Problem description: Transcribe every record exactly as it appears.

Material to process:
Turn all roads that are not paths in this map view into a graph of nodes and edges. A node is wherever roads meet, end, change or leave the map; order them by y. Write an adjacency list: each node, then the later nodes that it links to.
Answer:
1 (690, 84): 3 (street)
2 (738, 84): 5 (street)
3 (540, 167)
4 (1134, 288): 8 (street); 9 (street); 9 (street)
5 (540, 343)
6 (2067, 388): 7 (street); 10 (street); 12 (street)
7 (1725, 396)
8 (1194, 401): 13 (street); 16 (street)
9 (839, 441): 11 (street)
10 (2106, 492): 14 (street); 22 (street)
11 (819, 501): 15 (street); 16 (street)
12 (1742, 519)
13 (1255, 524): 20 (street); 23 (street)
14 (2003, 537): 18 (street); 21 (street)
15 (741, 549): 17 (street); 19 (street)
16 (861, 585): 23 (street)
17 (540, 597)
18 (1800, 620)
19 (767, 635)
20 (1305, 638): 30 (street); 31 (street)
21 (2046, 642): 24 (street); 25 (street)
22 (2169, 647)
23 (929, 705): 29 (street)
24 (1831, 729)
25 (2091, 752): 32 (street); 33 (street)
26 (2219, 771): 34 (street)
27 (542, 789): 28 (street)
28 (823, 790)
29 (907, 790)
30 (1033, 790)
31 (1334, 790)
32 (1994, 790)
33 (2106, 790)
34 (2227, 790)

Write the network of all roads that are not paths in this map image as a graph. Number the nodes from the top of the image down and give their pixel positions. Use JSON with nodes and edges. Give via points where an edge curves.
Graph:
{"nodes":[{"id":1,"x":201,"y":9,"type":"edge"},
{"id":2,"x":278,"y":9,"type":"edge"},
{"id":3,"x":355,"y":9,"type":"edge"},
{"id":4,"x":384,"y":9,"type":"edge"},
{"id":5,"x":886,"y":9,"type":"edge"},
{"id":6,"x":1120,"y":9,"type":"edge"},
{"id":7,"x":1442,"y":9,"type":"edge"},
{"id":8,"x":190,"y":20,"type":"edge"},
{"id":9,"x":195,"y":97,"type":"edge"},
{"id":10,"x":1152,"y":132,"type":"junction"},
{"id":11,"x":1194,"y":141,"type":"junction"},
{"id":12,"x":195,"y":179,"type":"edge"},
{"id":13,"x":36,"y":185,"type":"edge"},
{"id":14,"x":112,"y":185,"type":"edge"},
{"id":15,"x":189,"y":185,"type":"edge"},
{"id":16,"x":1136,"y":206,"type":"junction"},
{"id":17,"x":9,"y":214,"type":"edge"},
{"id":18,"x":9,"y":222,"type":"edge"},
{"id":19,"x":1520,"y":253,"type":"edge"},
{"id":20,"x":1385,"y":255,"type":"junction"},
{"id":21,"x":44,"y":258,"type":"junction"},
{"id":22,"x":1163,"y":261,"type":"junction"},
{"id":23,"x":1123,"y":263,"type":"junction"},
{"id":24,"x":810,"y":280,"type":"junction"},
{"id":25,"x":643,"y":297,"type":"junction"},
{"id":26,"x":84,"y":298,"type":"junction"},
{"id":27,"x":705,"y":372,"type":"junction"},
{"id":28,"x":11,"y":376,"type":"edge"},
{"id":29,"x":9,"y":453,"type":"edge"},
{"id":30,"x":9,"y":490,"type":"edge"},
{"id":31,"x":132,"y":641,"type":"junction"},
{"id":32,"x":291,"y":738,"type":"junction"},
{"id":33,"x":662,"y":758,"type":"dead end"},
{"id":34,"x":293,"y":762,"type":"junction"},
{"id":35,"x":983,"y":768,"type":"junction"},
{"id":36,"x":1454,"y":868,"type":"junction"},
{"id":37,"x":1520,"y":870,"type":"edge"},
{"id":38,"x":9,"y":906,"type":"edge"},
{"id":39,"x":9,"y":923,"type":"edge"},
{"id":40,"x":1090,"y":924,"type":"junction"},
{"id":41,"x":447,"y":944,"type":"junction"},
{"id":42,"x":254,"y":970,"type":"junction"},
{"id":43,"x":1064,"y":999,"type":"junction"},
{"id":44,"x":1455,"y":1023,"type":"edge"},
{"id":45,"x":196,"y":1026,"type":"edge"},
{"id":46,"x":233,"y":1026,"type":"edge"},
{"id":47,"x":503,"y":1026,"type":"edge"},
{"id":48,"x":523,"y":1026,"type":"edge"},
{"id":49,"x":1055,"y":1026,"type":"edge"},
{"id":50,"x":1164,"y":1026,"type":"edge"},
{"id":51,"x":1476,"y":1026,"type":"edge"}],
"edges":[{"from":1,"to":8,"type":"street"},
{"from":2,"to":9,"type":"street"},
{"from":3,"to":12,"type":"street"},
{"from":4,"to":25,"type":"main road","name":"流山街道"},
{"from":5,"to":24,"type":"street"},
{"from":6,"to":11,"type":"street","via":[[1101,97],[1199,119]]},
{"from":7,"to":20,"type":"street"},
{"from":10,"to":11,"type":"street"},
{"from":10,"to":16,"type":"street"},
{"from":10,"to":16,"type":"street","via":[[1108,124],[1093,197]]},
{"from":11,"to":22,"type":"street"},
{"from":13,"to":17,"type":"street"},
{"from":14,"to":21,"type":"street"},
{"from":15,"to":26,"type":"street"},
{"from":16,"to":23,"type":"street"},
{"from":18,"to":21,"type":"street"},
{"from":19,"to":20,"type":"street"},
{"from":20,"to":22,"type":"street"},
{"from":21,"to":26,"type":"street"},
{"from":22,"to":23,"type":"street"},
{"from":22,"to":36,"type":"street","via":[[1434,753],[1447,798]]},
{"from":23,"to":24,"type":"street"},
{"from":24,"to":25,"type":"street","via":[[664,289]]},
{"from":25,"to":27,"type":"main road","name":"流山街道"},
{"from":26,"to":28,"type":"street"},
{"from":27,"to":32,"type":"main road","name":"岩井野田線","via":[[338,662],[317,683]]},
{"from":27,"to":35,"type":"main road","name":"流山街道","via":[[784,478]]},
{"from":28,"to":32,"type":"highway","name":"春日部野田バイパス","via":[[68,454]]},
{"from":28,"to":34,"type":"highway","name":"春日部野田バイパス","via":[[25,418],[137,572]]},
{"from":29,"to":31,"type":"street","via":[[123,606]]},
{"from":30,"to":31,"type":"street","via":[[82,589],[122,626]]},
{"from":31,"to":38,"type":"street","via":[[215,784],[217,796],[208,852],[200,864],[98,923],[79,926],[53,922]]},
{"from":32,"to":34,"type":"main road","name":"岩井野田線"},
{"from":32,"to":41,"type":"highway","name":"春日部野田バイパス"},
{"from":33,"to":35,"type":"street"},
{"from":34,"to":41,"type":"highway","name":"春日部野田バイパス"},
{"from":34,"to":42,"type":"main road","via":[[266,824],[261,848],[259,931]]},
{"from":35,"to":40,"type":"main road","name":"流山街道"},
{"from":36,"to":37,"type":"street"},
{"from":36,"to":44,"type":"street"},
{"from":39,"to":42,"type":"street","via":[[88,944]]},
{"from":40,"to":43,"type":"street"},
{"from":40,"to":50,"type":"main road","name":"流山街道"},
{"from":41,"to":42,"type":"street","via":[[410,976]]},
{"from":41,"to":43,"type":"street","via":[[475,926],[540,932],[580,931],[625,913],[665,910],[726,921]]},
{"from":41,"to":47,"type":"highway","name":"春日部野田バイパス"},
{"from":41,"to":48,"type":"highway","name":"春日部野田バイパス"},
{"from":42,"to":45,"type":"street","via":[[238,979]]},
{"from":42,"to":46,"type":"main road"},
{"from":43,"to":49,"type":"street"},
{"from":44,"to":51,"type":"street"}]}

Exercise output:
Turn all roads that are not paths in this map view into a graph of nodes and edges. A node is wherever roads meet, end, change or leave the map; order them by y. Write an adjacency list: each node, then the later nodes that it links to.
Answer:
1 (690, 84): 3 (street)
2 (738, 84): 5 (street)
3 (540, 167)
4 (1134, 288): 8 (street); 9 (street); 9 (street)
5 (540, 343)
6 (2067, 388): 7 (street); 10 (street); 12 (street)
7 (1725, 396)
8 (1194, 401): 13 (street); 16 (street)
9 (839, 441): 11 (street)
10 (2106, 492): 14 (street); 22 (street)
11 (819, 501): 15 (street); 16 (street)
12 (1742, 519)
13 (1255, 524): 20 (street); 23 (street)
14 (2003, 537): 18 (street); 21 (street)
15 (741, 549): 17 (street); 19 (street)
16 (861, 585): 23 (street)
17 (540, 597)
18 (1800, 620)
19 (767, 635)
20 (1305, 638): 30 (street); 31 (street)
21 (2046, 642): 24 (street); 25 (street)
22 (2169, 647)
23 (929, 705): 29 (street)
24 (1831, 729)
25 (2091, 752): 32 (street); 33 (street)
26 (2219, 771): 34 (street)
27 (542, 789): 28 (street)
28 (823, 790)
29 (907, 790)
30 (1033, 790)
31 (1334, 790)
32 (1994, 790)
33 (2106, 790)
34 (2227, 790)

Write the network of all roads that are not paths in this map image as a graph. Number the nodes from the top of the image down and give their pixel positions. Use JSON with nodes and edges. Give via points where an edge curves.
Graph:
{"nodes":[{"id":1,"x":201,"y":9,"type":"edge"},
{"id":2,"x":278,"y":9,"type":"edge"},
{"id":3,"x":355,"y":9,"type":"edge"},
{"id":4,"x":384,"y":9,"type":"edge"},
{"id":5,"x":886,"y":9,"type":"edge"},
{"id":6,"x":1120,"y":9,"type":"edge"},
{"id":7,"x":1442,"y":9,"type":"edge"},
{"id":8,"x":190,"y":20,"type":"edge"},
{"id":9,"x":195,"y":97,"type":"edge"},
{"id":10,"x":1152,"y":132,"type":"junction"},
{"id":11,"x":1194,"y":141,"type":"junction"},
{"id":12,"x":195,"y":179,"type":"edge"},
{"id":13,"x":36,"y":185,"type":"edge"},
{"id":14,"x":112,"y":185,"type":"edge"},
{"id":15,"x":189,"y":185,"type":"edge"},
{"id":16,"x":1136,"y":206,"type":"junction"},
{"id":17,"x":9,"y":214,"type":"edge"},
{"id":18,"x":9,"y":222,"type":"edge"},
{"id":19,"x":1520,"y":253,"type":"edge"},
{"id":20,"x":1385,"y":255,"type":"junction"},
{"id":21,"x":44,"y":258,"type":"junction"},
{"id":22,"x":1163,"y":261,"type":"junction"},
{"id":23,"x":1123,"y":263,"type":"junction"},
{"id":24,"x":810,"y":280,"type":"junction"},
{"id":25,"x":643,"y":297,"type":"junction"},
{"id":26,"x":84,"y":298,"type":"junction"},
{"id":27,"x":705,"y":372,"type":"junction"},
{"id":28,"x":11,"y":376,"type":"edge"},
{"id":29,"x":9,"y":453,"type":"edge"},
{"id":30,"x":9,"y":490,"type":"edge"},
{"id":31,"x":132,"y":641,"type":"junction"},
{"id":32,"x":291,"y":738,"type":"junction"},
{"id":33,"x":662,"y":758,"type":"dead end"},
{"id":34,"x":293,"y":762,"type":"junction"},
{"id":35,"x":983,"y":768,"type":"junction"},
{"id":36,"x":1454,"y":868,"type":"junction"},
{"id":37,"x":1520,"y":870,"type":"edge"},
{"id":38,"x":9,"y":906,"type":"edge"},
{"id":39,"x":9,"y":923,"type":"edge"},
{"id":40,"x":1090,"y":924,"type":"junction"},
{"id":41,"x":447,"y":944,"type":"junction"},
{"id":42,"x":254,"y":970,"type":"junction"},
{"id":43,"x":1064,"y":999,"type":"junction"},
{"id":44,"x":1455,"y":1023,"type":"edge"},
{"id":45,"x":196,"y":1026,"type":"edge"},
{"id":46,"x":233,"y":1026,"type":"edge"},
{"id":47,"x":503,"y":1026,"type":"edge"},
{"id":48,"x":523,"y":1026,"type":"edge"},
{"id":49,"x":1055,"y":1026,"type":"edge"},
{"id":50,"x":1164,"y":1026,"type":"edge"},
{"id":51,"x":1476,"y":1026,"type":"edge"}],
"edges":[{"from":1,"to":8,"type":"street"},
{"from":2,"to":9,"type":"street"},
{"from":3,"to":12,"type":"street"},
{"from":4,"to":25,"type":"main road","name":"流山街道"},
{"from":5,"to":24,"type":"street"},
{"from":6,"to":11,"type":"street","via":[[1101,97],[1199,119]]},
{"from":7,"to":20,"type":"street"},
{"from":10,"to":11,"type":"street"},
{"from":10,"to":16,"type":"street"},
{"from":10,"to":16,"type":"street","via":[[1108,124],[1093,197]]},
{"from":11,"to":22,"type":"street"},
{"from":13,"to":17,"type":"street"},
{"from":14,"to":21,"type":"street"},
{"from":15,"to":26,"type":"street"},
{"from":16,"to":23,"type":"street"},
{"from":18,"to":21,"type":"street"},
{"from":19,"to":20,"type":"street"},
{"from":20,"to":22,"type":"street"},
{"from":21,"to":26,"type":"street"},
{"from":22,"to":23,"type":"street"},
{"from":22,"to":36,"type":"street","via":[[1434,753],[1447,798]]},
{"from":23,"to":24,"type":"street"},
{"from":24,"to":25,"type":"street","via":[[664,289]]},
{"from":25,"to":27,"type":"main road","name":"流山街道"},
{"from":26,"to":28,"type":"street"},
{"from":27,"to":32,"type":"main road","name":"岩井野田線","via":[[338,662],[317,683]]},
{"from":27,"to":35,"type":"main road","name":"流山街道","via":[[784,478]]},
{"from":28,"to":32,"type":"highway","name":"春日部野田バイパス","via":[[68,454]]},
{"from":28,"to":34,"type":"highway","name":"春日部野田バイパス","via":[[25,418],[137,572]]},
{"from":29,"to":31,"type":"street","via":[[123,606]]},
{"from":30,"to":31,"type":"street","via":[[82,589],[122,626]]},
{"from":31,"to":38,"type":"street","via":[[215,784],[217,796],[208,852],[200,864],[98,923],[79,926],[53,922]]},
{"from":32,"to":34,"type":"main road","name":"岩井野田線"},
{"from":32,"to":41,"type":"highway","name":"春日部野田バイパス"},
{"from":33,"to":35,"type":"street"},
{"from":34,"to":41,"type":"highway","name":"春日部野田バイパス"},
{"from":34,"to":42,"type":"main road","via":[[266,824],[261,848],[259,931]]},
{"from":35,"to":40,"type":"main road","name":"流山街道"},
{"from":36,"to":37,"type":"street"},
{"from":36,"to":44,"type":"street"},
{"from":39,"to":42,"type":"street","via":[[88,944]]},
{"from":40,"to":43,"type":"street"},
{"from":40,"to":50,"type":"main road","name":"流山街道"},
{"from":41,"to":42,"type":"street","via":[[410,976]]},
{"from":41,"to":43,"type":"street","via":[[475,926],[540,932],[580,931],[625,913],[665,910],[726,921]]},
{"from":41,"to":47,"type":"highway","name":"春日部野田バイパス"},
{"from":41,"to":48,"type":"highway","name":"春日部野田バイパス"},
{"from":42,"to":45,"type":"street","via":[[238,979]]},
{"from":42,"to":46,"type":"main road"},
{"from":43,"to":49,"type":"street"},
{"from":44,"to":51,"type":"street"}]}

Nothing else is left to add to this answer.